Stored items:
***

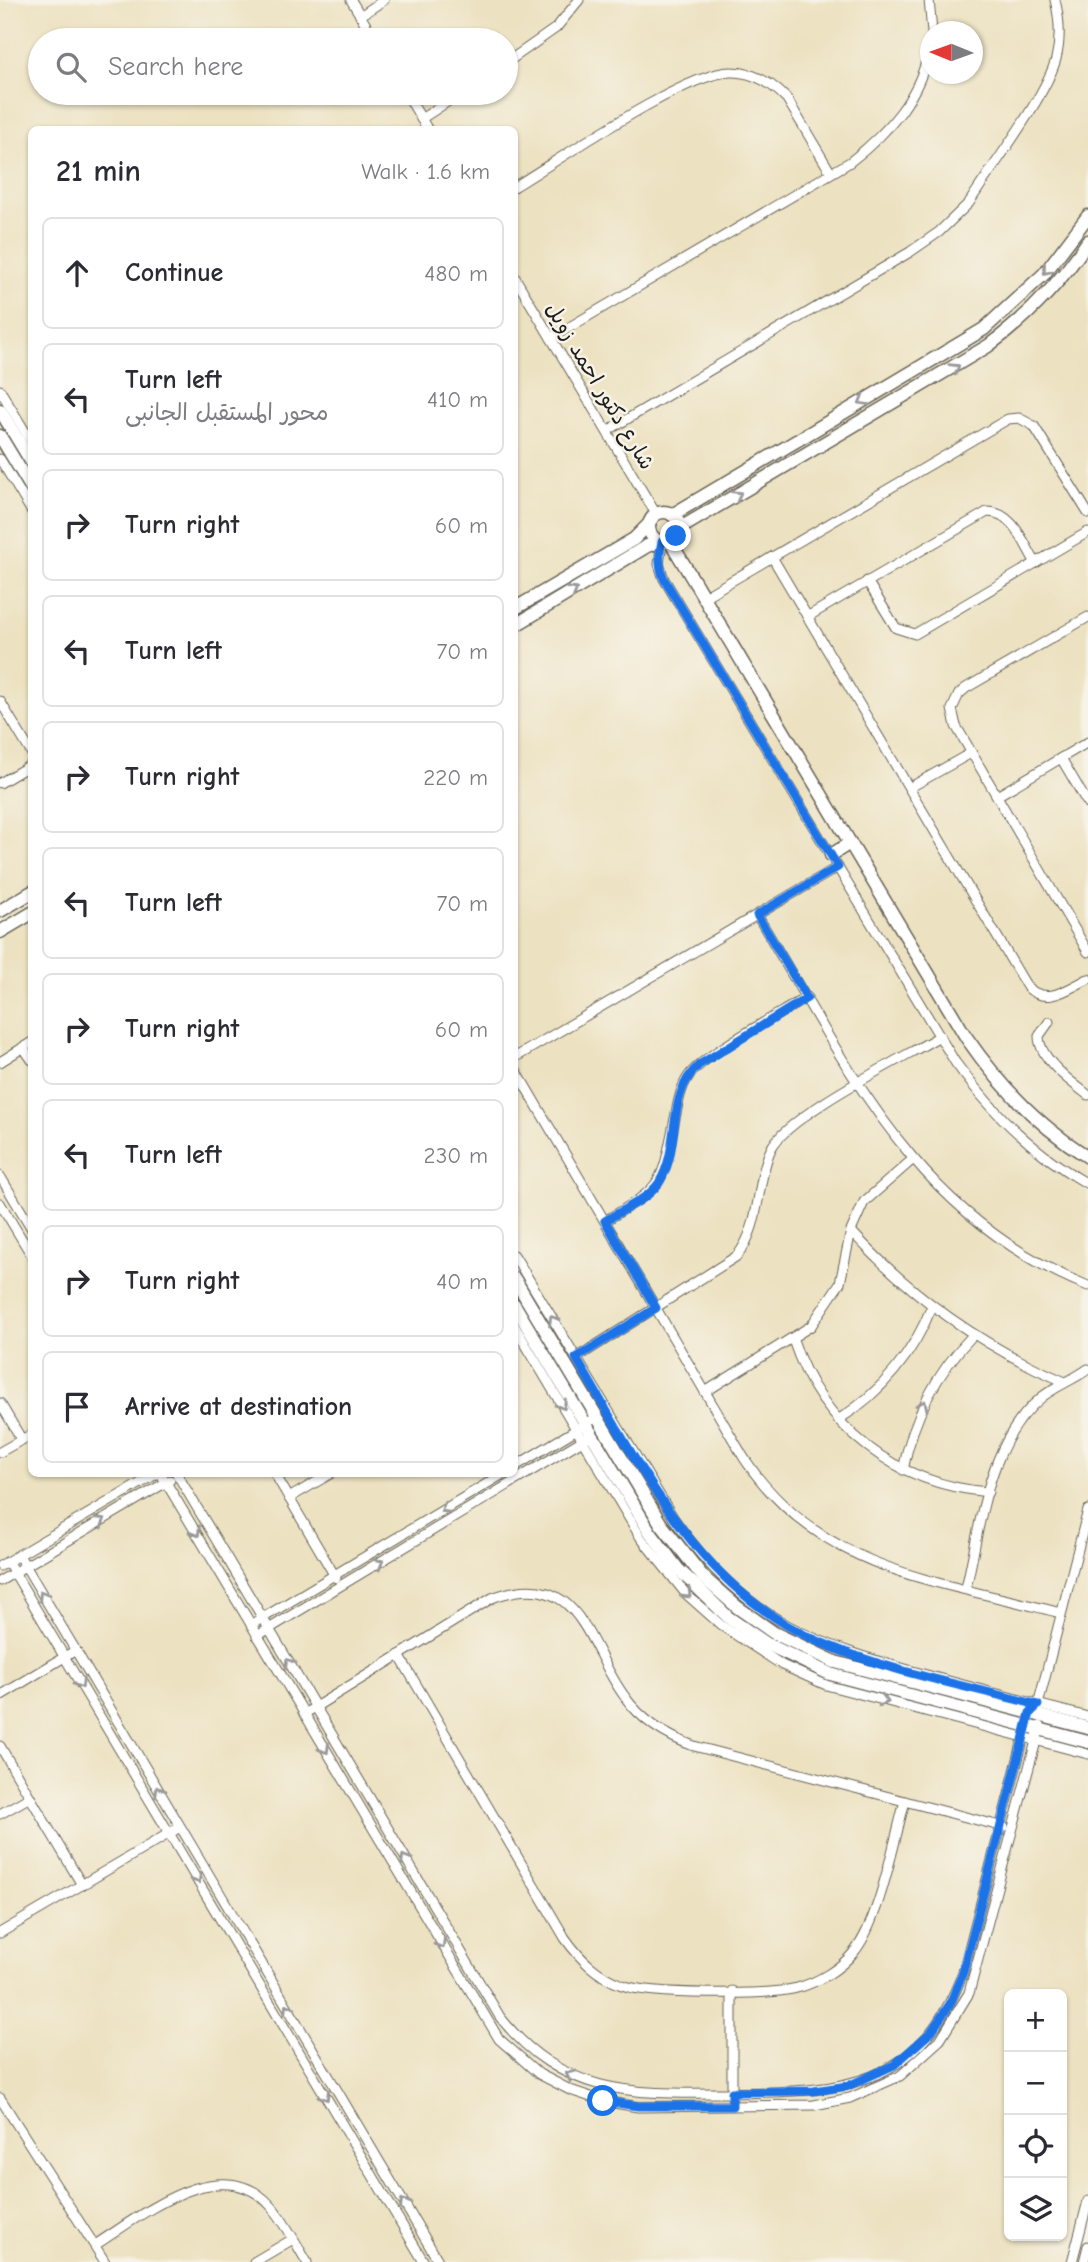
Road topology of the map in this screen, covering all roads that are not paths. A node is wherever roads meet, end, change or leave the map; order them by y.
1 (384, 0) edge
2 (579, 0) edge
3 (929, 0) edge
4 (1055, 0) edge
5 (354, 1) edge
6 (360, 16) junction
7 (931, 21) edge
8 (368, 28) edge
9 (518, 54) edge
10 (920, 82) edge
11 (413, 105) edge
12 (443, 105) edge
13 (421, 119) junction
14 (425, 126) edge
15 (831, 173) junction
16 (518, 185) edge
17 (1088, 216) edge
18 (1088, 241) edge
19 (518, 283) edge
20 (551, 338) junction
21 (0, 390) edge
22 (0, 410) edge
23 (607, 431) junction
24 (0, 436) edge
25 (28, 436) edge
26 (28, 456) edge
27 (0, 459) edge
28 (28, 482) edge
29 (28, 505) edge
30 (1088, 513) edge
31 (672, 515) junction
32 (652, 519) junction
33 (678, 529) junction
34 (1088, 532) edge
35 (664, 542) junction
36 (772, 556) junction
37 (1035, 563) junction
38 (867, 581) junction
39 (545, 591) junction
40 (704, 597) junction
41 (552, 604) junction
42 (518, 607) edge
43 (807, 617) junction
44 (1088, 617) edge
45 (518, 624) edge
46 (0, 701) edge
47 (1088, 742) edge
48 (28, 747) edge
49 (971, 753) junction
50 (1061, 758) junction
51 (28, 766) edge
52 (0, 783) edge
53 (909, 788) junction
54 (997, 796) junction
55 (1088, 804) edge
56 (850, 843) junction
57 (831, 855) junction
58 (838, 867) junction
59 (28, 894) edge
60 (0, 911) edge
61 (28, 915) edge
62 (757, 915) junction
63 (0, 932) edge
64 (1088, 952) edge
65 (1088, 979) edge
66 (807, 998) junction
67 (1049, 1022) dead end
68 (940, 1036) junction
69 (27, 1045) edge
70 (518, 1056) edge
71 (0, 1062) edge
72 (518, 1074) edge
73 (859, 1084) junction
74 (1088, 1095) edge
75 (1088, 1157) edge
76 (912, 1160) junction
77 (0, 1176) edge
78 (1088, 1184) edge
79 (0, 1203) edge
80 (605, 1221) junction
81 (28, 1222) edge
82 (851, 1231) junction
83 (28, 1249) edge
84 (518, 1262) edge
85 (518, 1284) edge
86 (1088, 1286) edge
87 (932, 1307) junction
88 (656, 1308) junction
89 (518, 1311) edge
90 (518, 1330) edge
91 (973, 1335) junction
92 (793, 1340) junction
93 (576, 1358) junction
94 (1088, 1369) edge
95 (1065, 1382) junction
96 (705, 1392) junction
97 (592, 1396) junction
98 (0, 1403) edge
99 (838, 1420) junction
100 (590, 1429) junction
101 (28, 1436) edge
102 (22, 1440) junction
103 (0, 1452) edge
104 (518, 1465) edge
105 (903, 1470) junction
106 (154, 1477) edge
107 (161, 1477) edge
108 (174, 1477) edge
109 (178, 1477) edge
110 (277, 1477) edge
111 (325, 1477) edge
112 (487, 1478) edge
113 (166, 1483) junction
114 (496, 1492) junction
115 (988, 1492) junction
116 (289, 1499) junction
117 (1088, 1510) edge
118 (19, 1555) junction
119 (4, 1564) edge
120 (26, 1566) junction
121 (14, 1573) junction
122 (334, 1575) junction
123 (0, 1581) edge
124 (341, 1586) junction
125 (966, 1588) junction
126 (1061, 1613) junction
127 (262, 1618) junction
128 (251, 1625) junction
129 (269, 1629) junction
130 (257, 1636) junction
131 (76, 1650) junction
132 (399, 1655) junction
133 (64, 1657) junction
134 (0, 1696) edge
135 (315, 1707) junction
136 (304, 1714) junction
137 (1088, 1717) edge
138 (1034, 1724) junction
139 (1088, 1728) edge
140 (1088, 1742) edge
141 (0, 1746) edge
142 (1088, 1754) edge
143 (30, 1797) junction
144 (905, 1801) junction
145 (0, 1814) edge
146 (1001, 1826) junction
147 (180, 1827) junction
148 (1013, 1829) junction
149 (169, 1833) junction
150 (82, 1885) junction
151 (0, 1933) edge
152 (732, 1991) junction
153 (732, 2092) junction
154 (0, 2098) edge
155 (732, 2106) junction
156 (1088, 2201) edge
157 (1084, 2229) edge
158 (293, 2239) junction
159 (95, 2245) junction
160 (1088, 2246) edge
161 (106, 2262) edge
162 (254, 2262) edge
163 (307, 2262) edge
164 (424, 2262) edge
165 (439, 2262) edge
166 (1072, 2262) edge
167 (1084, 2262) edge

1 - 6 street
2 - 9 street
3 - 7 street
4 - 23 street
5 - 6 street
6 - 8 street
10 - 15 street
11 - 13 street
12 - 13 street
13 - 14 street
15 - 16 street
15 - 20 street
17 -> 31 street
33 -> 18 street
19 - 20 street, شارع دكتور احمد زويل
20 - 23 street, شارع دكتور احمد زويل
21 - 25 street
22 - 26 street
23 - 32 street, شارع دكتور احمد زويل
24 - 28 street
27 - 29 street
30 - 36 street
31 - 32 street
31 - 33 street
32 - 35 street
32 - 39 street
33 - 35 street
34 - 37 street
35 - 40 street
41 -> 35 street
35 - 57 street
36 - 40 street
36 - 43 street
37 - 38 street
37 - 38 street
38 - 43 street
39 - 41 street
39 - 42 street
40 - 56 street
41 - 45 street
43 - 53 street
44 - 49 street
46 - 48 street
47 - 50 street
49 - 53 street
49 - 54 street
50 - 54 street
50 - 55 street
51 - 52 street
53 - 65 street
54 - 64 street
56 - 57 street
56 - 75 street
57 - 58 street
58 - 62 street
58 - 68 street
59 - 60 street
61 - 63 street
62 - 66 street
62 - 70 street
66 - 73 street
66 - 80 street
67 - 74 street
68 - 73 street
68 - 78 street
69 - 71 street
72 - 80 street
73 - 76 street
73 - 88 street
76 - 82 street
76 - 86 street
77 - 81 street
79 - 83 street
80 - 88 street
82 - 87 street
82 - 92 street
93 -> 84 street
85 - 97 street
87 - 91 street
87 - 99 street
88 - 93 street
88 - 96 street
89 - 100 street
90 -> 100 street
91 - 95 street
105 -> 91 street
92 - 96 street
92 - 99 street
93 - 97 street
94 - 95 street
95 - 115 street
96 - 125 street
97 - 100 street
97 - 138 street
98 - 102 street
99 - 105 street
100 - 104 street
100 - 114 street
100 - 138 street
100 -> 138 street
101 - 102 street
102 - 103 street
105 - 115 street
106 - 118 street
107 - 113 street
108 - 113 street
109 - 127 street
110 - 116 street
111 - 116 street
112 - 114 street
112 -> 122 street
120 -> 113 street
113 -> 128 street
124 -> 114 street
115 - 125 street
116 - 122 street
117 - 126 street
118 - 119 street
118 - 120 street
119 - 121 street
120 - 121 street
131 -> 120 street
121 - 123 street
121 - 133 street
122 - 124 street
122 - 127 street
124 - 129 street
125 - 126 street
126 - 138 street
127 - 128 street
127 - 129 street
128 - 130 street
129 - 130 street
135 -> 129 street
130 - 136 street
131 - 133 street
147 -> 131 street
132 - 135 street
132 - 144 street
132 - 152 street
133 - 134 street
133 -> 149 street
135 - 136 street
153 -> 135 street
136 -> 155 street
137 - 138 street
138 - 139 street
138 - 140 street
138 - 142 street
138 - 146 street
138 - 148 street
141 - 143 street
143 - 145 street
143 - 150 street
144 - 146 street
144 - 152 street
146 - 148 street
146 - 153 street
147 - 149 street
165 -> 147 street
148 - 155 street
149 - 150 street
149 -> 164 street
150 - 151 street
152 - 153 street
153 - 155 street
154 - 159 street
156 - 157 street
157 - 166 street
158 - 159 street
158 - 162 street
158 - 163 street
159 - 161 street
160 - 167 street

***

_What you are asked to do:_ Which lines in the entries above contain "احمد"? Pull each of them out.

_Written response:_
19 - 20 street, شارع دكتور احمد زويل
20 - 23 street, شارع دكتور احمد زويل
23 - 32 street, شارع دكتور احمد زويل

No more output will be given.